Roma, arrivano le edicole 4.0. Ecco il piano anti-crisi del Campidoglio: pannelli fotovoltaici e schermi al led

Roma, arrivano le edicole 4.0. Ecco il piano anti-crisi del Campidoglio: pannelli fotovoltaici e schermi al led

di Lorena Loiacono

Le edicole stanno sparendo, chiudono un giorno dopo l'altro e i gabbiotti restano lì, in strada, abbandonati nel degrado. Lì dove una volta i romani si ritrovavano a comprare i quotidiani, le riviste e i cruciverba. Un peccato, oggi, vederle sparire.

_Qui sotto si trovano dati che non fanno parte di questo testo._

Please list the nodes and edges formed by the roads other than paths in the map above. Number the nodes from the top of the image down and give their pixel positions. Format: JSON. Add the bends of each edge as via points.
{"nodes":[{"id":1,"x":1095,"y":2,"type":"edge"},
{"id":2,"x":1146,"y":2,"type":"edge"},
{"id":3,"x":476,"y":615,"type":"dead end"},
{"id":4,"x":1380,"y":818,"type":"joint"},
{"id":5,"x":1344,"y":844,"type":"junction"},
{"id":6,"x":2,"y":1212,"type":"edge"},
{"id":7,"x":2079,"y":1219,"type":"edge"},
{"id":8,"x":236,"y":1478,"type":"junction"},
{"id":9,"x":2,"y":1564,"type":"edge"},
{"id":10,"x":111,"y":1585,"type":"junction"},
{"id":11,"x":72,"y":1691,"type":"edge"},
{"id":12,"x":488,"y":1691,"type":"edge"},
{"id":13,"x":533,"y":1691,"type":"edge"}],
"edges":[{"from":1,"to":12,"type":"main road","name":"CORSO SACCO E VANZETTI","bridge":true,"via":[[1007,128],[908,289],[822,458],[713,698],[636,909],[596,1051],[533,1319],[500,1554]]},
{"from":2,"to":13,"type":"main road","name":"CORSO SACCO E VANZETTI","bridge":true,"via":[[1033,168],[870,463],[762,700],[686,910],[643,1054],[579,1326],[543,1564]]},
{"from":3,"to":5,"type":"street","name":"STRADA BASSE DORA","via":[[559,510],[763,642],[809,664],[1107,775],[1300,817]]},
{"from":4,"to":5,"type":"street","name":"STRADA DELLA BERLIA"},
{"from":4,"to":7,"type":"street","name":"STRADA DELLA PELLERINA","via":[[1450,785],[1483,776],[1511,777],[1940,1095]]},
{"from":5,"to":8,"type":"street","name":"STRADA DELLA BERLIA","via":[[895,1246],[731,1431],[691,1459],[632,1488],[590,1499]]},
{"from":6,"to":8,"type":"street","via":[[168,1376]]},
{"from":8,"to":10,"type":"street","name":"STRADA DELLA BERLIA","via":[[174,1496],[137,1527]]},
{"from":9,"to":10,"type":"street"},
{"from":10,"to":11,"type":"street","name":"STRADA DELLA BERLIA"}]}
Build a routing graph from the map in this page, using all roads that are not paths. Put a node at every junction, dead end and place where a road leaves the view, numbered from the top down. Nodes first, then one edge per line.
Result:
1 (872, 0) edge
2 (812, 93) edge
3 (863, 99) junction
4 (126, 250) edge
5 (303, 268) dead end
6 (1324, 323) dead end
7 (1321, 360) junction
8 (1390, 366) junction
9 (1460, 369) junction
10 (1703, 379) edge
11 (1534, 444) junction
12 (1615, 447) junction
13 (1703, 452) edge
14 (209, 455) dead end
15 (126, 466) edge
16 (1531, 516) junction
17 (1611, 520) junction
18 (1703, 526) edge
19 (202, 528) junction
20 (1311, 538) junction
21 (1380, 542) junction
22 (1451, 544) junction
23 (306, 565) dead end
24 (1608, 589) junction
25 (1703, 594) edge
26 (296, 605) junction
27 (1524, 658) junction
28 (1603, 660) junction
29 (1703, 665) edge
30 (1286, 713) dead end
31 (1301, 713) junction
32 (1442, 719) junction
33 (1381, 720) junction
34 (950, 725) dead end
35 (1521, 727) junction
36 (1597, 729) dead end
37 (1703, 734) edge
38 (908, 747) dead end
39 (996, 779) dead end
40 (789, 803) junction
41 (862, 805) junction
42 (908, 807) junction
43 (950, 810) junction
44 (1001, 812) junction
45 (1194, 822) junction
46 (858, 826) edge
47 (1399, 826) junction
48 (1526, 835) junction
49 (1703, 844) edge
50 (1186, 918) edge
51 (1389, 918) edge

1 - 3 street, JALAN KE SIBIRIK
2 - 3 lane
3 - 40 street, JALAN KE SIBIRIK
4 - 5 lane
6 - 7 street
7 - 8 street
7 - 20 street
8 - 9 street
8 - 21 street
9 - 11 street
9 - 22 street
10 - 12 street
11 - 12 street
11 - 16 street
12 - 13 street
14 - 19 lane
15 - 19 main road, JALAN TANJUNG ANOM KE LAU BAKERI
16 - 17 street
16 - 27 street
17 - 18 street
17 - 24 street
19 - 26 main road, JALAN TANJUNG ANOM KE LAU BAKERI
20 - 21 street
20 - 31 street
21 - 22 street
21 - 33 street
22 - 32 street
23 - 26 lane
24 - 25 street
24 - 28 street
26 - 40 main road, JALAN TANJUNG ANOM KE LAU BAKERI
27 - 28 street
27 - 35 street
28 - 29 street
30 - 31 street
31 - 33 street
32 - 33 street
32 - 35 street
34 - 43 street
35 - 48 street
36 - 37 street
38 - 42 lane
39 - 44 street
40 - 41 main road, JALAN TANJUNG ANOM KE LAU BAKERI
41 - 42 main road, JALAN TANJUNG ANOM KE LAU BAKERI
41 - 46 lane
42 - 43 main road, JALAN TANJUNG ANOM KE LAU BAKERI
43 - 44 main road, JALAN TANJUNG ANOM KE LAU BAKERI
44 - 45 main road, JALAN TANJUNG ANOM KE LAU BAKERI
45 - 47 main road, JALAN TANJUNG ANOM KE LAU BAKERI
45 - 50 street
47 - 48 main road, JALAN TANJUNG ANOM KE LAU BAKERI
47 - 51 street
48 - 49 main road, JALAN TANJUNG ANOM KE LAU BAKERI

E così il Campidoglio ha deciso di avviare una sperimentazione con il Sinagi, il principale sindacato di categoria delle edicole che così potranno montare pannelli fotovoltaici e schermi al led per trasmettere informazioni dal Campidoglio: la sperimentazione dovrebbe coinvolgere un centinaio di edicole tra il Centro e le periferie, vicine alle metropolitane, ai monumenti e ai siti archeologici più frequentati e trasmetteranno sugli schermi pubblicità e informazioni di carattere istituzionale sull’attività scolastica, sugli orari degli sportelli pubblici, sulle procedure per ottenere documenti anagrafici.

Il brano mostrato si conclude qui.